## PROMPT:
Count every line in the following entries where the word "meet" appears. Give the count alone.

Saved entries
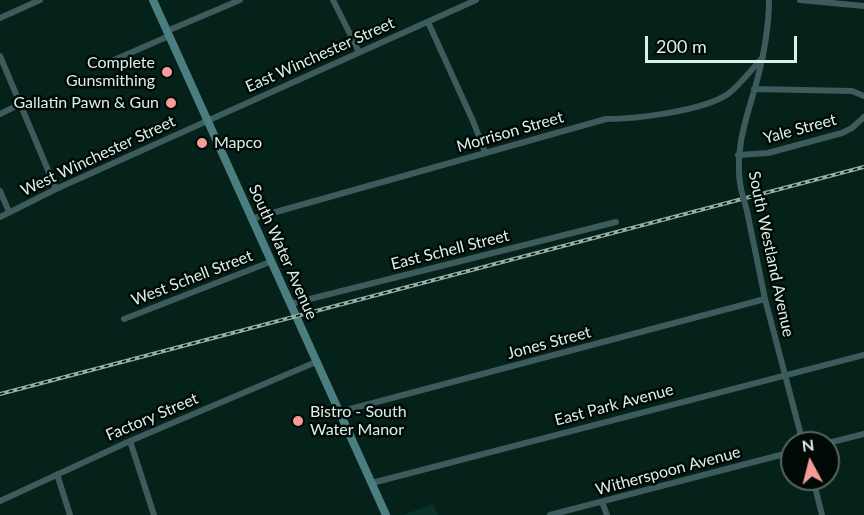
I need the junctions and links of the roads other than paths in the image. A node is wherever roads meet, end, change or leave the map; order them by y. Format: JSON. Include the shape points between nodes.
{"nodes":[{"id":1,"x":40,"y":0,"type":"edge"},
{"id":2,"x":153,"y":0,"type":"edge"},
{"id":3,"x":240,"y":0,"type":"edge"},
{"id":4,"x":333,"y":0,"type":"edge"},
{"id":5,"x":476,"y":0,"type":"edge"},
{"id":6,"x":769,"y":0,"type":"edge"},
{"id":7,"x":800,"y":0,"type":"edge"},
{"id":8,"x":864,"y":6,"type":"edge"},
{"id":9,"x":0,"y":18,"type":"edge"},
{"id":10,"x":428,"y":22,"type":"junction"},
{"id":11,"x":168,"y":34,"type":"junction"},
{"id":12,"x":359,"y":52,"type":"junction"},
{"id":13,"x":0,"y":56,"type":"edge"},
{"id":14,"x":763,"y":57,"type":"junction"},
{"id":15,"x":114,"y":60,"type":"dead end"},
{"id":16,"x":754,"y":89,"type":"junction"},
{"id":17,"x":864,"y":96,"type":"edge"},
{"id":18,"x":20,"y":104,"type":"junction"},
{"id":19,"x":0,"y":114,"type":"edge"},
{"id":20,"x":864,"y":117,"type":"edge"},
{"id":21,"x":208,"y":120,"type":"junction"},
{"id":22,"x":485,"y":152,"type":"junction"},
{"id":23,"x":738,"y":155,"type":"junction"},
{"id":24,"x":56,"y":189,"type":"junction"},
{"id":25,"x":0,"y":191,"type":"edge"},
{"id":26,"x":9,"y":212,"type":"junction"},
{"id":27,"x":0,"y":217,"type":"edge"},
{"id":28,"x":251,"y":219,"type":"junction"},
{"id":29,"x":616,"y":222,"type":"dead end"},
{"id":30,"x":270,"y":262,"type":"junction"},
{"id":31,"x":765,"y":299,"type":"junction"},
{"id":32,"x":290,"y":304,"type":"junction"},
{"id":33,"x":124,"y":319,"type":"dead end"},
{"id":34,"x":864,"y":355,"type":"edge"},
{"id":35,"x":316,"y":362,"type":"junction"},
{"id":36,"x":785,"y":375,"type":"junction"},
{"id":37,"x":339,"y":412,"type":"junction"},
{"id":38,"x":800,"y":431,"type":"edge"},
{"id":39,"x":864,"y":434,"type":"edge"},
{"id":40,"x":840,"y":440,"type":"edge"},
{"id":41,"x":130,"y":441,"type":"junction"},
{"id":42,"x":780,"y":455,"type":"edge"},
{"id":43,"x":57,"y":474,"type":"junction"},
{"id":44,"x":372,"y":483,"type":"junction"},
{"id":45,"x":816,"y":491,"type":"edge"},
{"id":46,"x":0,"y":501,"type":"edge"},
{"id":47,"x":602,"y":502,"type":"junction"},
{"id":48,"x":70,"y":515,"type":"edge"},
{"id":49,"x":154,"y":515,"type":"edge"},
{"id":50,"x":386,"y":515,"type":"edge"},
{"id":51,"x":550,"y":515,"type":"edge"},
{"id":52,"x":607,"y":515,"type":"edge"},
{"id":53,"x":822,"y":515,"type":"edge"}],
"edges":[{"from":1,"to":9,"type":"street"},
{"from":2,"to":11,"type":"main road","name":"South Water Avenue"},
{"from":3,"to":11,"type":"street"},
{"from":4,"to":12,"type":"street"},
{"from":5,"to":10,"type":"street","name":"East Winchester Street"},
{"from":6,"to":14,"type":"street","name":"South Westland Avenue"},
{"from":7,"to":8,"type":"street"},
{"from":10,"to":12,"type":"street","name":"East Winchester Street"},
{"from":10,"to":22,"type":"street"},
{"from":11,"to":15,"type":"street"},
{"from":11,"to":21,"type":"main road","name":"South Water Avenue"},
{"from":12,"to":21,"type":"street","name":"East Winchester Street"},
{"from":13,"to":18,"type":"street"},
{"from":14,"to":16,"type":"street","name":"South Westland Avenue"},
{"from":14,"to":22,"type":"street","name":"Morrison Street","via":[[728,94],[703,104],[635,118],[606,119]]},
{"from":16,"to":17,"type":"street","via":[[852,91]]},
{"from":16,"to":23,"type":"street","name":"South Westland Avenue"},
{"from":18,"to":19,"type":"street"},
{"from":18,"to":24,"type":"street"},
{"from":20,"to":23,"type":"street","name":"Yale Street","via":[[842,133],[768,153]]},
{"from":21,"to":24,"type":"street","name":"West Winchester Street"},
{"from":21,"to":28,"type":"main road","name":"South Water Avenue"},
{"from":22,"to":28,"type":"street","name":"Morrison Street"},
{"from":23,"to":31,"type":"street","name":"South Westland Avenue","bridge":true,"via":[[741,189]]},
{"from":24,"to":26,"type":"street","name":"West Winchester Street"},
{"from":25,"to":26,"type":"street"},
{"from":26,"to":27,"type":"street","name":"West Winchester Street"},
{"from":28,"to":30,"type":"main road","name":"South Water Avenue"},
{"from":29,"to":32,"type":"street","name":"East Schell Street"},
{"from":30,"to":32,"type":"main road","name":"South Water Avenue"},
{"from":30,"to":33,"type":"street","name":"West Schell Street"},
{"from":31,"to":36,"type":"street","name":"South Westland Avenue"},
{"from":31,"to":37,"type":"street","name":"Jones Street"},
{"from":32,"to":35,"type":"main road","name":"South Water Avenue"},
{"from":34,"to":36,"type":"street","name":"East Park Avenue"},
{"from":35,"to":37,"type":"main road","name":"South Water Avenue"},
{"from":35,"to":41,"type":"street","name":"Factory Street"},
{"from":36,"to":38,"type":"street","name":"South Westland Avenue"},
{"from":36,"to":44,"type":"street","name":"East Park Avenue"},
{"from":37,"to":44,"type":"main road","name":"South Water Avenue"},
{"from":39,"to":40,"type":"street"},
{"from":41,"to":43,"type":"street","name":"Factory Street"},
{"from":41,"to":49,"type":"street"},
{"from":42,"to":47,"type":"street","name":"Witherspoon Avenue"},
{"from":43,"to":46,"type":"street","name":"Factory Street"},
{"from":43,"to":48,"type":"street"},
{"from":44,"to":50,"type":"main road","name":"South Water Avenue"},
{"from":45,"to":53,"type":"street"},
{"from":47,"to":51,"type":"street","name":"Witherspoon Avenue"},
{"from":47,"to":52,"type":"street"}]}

==

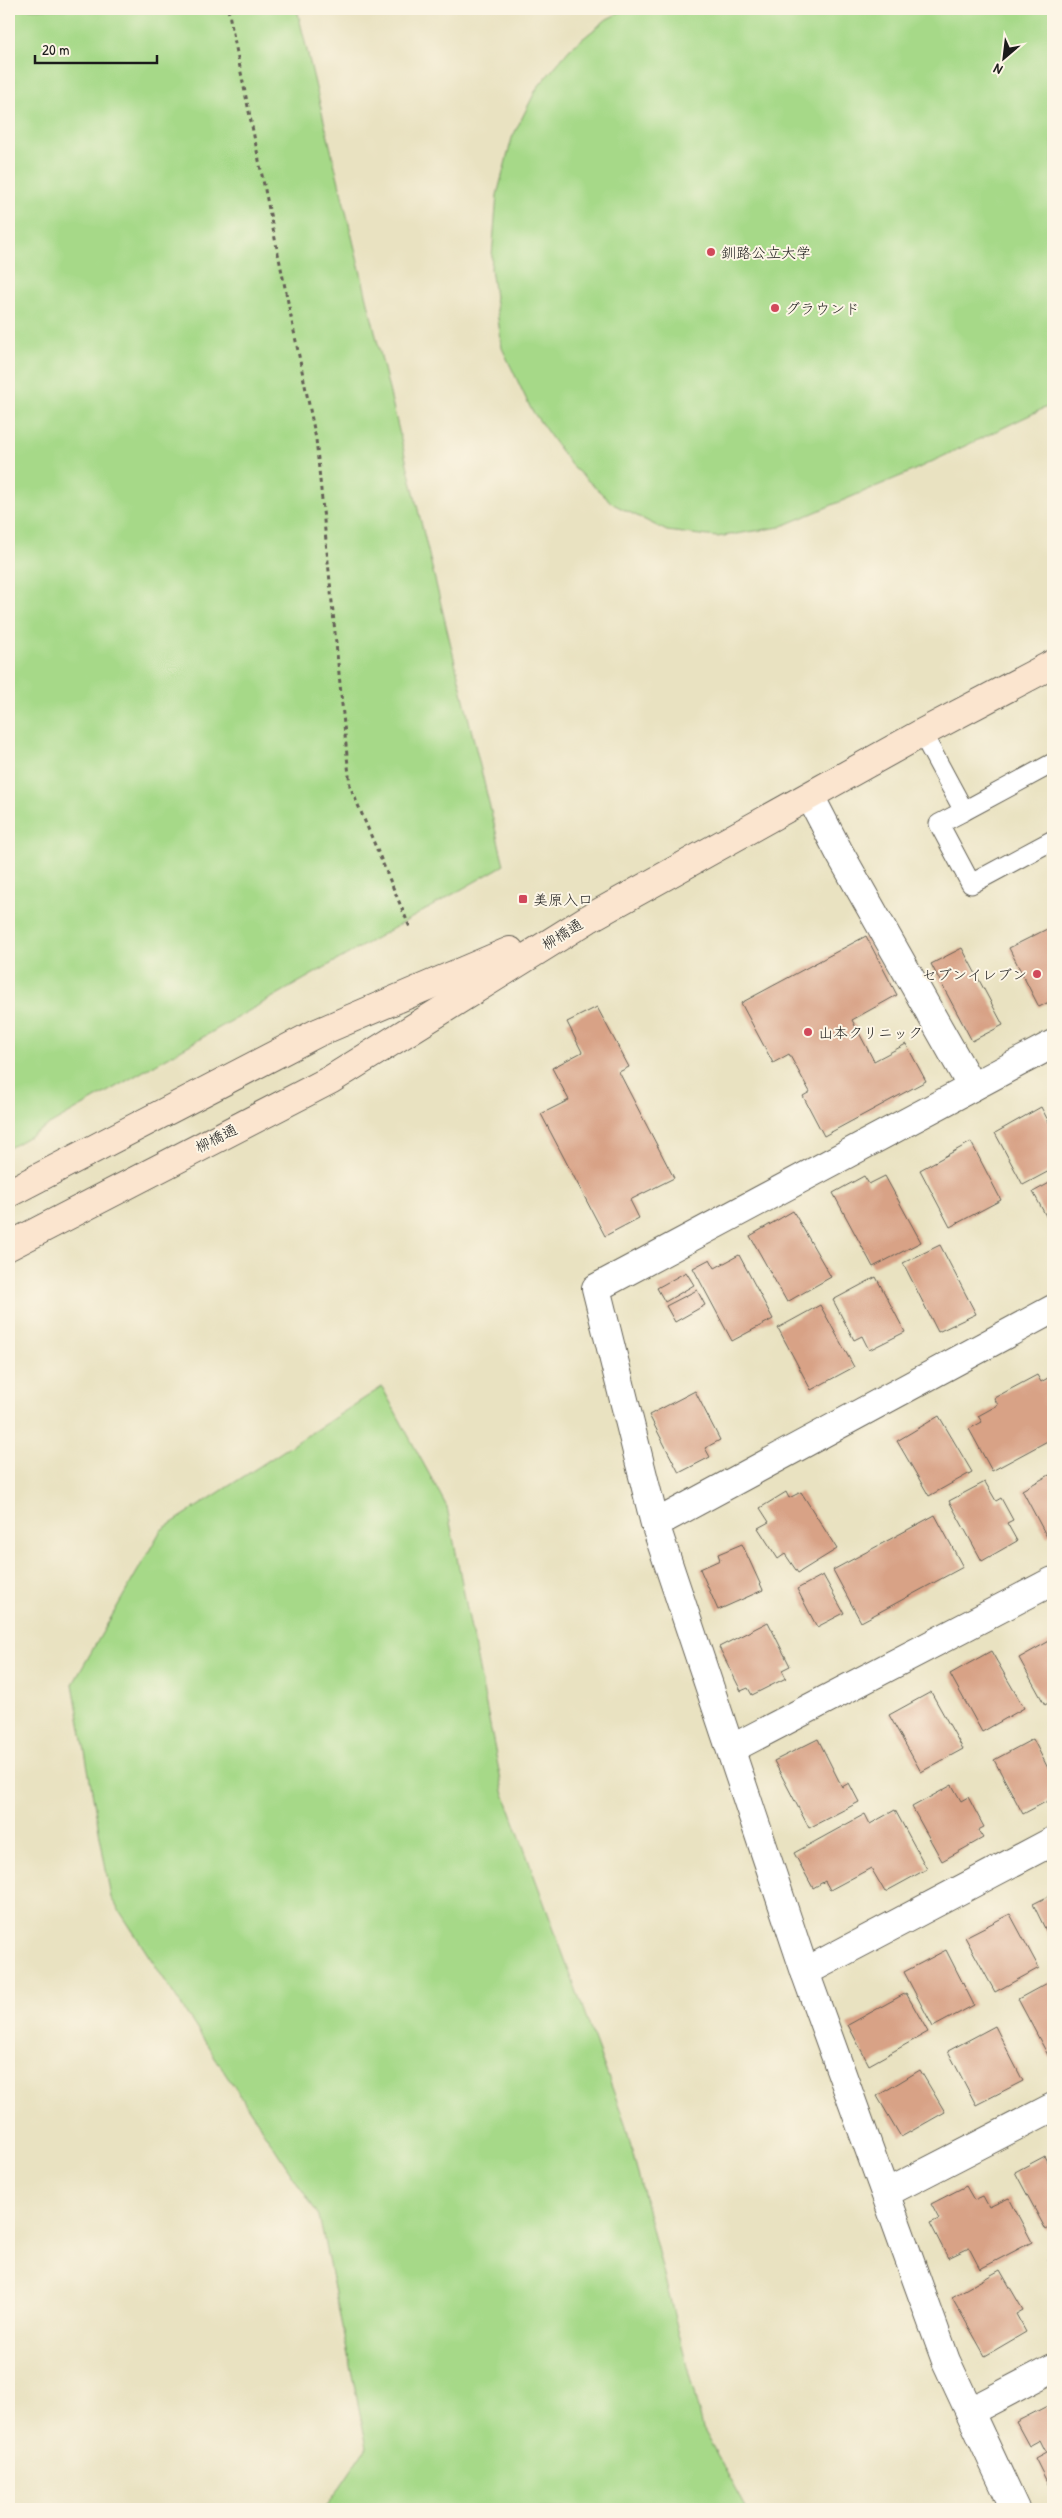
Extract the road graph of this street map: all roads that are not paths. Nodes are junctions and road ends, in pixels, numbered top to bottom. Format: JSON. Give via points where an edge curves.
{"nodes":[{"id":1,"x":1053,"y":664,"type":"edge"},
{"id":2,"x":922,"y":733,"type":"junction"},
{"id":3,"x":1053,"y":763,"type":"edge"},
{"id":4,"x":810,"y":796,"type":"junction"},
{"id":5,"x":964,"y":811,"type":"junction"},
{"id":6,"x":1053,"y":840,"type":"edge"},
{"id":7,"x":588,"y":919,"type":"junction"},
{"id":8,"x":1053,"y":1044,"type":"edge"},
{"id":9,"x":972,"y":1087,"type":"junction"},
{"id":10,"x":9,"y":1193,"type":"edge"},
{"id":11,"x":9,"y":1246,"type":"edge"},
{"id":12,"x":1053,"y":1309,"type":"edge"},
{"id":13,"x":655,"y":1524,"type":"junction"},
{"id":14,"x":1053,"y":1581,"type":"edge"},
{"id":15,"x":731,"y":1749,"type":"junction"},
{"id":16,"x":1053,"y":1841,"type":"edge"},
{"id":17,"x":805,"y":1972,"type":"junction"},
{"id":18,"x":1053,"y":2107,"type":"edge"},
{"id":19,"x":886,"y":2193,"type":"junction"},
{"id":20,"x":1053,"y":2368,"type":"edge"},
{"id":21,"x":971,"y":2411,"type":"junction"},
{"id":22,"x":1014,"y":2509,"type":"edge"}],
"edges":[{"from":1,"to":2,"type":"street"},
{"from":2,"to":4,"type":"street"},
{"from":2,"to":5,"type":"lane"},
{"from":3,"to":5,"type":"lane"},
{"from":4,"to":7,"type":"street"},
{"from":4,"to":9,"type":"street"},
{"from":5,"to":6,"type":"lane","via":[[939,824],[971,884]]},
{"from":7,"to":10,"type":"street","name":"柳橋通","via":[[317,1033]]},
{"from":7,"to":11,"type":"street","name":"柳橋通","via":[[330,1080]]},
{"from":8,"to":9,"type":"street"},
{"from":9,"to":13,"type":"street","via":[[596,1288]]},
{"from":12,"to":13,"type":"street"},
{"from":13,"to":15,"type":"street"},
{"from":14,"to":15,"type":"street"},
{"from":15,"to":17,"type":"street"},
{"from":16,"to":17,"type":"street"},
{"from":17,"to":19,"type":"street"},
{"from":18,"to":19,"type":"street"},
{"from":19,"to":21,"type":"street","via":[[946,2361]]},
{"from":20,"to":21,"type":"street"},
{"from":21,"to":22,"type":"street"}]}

--

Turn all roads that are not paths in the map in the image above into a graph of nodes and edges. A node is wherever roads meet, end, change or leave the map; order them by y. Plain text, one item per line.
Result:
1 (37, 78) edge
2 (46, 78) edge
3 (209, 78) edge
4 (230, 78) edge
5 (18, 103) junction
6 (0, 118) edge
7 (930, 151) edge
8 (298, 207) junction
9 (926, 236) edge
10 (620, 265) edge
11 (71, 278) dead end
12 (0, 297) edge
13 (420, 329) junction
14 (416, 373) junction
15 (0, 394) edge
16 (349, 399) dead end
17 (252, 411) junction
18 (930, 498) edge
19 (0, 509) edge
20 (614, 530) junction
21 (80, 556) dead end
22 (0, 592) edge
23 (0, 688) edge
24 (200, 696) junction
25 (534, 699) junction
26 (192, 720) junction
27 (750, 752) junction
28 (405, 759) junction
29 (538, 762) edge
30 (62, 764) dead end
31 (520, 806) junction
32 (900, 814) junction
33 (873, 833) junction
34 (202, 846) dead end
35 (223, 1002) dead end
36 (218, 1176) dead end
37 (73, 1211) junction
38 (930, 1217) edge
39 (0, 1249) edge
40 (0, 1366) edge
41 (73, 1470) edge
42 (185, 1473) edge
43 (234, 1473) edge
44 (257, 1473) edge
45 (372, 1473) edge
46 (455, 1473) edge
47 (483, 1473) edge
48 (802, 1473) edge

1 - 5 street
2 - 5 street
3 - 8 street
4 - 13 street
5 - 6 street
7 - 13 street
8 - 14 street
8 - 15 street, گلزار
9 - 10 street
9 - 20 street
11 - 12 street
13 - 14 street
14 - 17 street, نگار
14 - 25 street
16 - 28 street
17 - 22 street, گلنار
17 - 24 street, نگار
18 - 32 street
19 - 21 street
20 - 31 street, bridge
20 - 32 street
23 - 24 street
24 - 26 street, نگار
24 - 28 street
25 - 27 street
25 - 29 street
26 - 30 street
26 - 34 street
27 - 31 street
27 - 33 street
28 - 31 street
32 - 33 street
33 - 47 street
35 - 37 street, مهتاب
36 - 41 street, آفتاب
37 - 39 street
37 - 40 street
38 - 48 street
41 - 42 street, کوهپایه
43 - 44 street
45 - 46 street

## SOLUTION TO THIS TASK:
2